New York attempts judicial route to establish right
Not all of the recent lawsuits seek to inhibit physician aid-in-dying. Patients, physicians and advocacy organizations in New York filed suit seeking a declaration that a state statute prohibiting “assisting” a “suicide” did not apply to a physician providing aid-in-dying, relying on the same claimed distinction between the two quoted earlier in this post. They also argue that the statute violated the rights of privacy and equal protection guaranteed by the New York State Constitution. They lost at the trial level and on their first appeal.
The appellate court rejected the plaintiffs’ argument that there was a distinction between “aid-in-dying” and “suicide,” deciding that, whatever terminology was used,
The word ‘suicide’ has a straightforward meaning and a dictionary is hardly necessary to construe the thrust of Penal Law §§ 120.30 and 125.15 [the statutes prohibiting suicide assistance]. It is traditionally defined as ‘the act or an instance of taking one’s own life voluntarily and intentionally,’ especially ‘by a person of years of discretion and of sound mind’ (Merriam-Webster’s Collegiate Dictionary [11th ed 2003], suicide). Whatever label one puts on the act that plaintiffs are asking us to permit, it unquestionably fits that literal description, since there is a direct causative link between the medication proposed to be administered by plaintiff physicians and their patients’ demise.
The court also rejected the argument that state constitutional protections prohibit the application of the state’s criminal law to physician-assisted suicide. Like the U.S. Supreme Court, the New York court held that, while there is a right to refuse medical treatment, even if it hastens death, there is no right to assistance in taking one’s life.
Interestingly, New York’s highest court agreed to consider the case and heard oral arguments on May 30th. Several organizations filed amicus briefs, including the National Association of Criminal Defense Lawyers, the American Medical Students Association, the American Medical Women’s Association and the American College of Legal Medicine, supporting the plaintiffs in their appeal. A decision is pending.
With public approval of physician aid-in-dying at near 70% and some physician organizations ending long-standing medical establishment opposition, it would appear the number of states legalizing it should increase.
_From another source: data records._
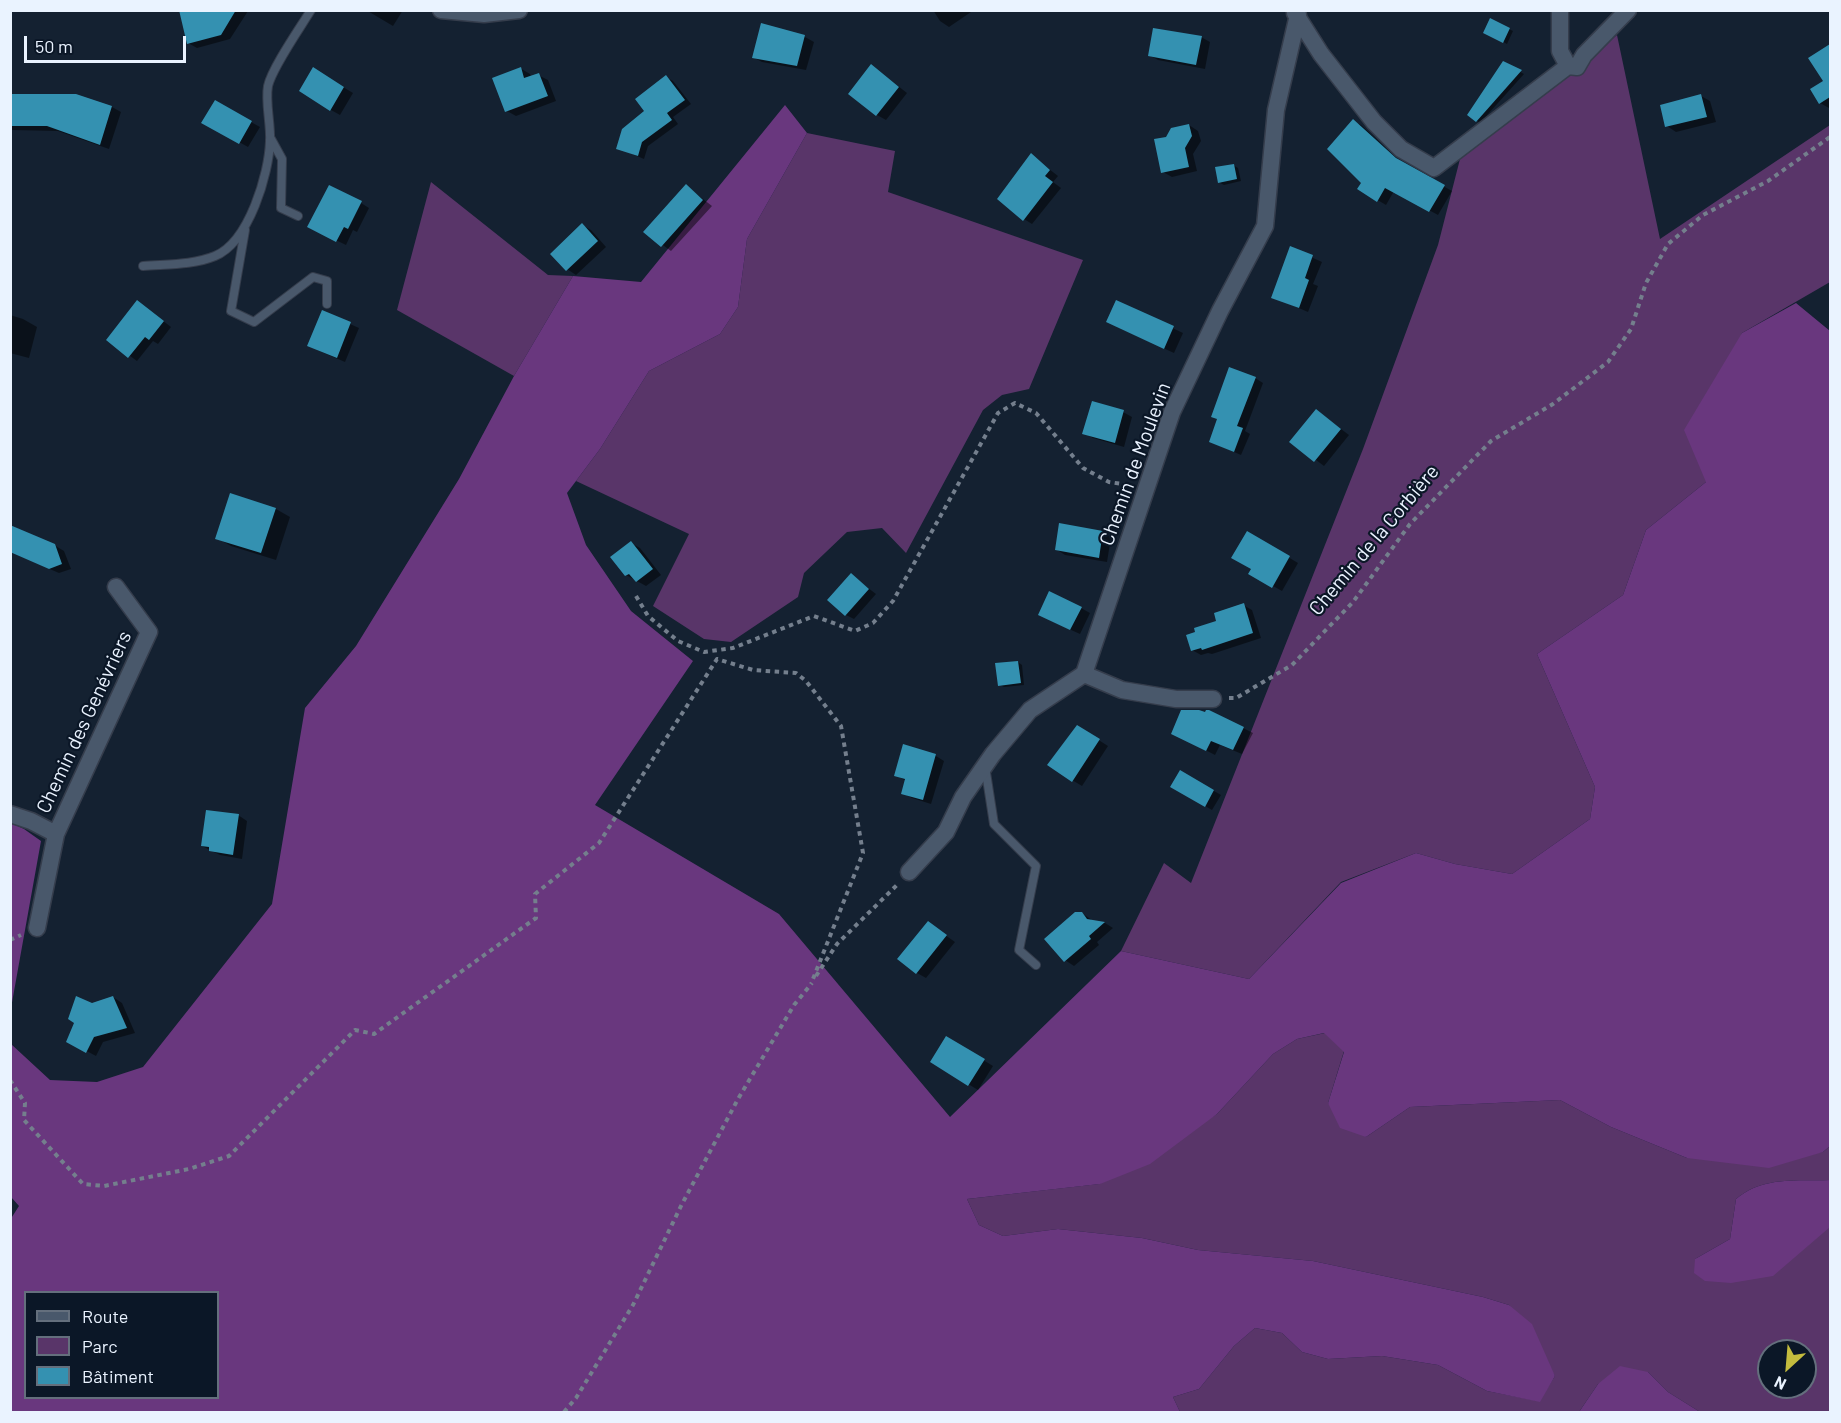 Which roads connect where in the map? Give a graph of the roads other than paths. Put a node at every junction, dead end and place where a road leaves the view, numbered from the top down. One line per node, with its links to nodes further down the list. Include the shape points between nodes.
1 (311, 10): 8 (lane, via 268,87)
2 (441, 10): 3 (street, via 484,14)
3 (519, 10)
4 (1560, 10): 7 (street, via 1560,51)
5 (1628, 10): 7 (street, via 1577,67)
6 (1295, 13): 7 (street, via 1321,54 1374,122 1401,149 1434,168); 14 (street, Chemin de Moulevin, via 1276,110 1265,226 1172,412)
7 (1568, 66)
8 (270, 139): 9 (lane, via 282,159 281,208); 10 (lane, via 264,179)
9 (298, 216)
10 (247, 221): 11 (lane, via 237,238 217,255 194,262); 12 (lane, via 231,311 254,322 313,277 327,281)
11 (143, 267)
12 (327, 304)
13 (116, 587): 18 (street, Chemin des Genévriers, via 149,632)
14 (1084, 674): 15 (street, via 1122,690 1176,699); 16 (street, via 1030,710)
15 (1213, 699)
16 (985, 766): 19 (street, via 963,797 946,832); 21 (lane, via 994,824 1036,866 1019,950)
17 (10, 814): 18 (street, Chemin des Genévriers)
18 (56, 834): 20 (street)
19 (909, 872)
20 (37, 928)
21 (1036, 964)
Much of the active opposition is from religious groups. Interestingly, these groups are also the ones most adamantly opposed to same-sex marriage and abortion rights, both of which are also supported by a majority of Americans. While the former has gained legal recognition despite objections, the latter is under increasing attack, with state legislatures and Congress whittling away at reproductive freedoms. It remains to be seen whether aid-in-dying legislative efforts and favorable judicial treatment strengthens or weakens as these cultural forces play themselves out. Science-based medicine can end suffering by hastening death but cannot answer the question whether it should do so.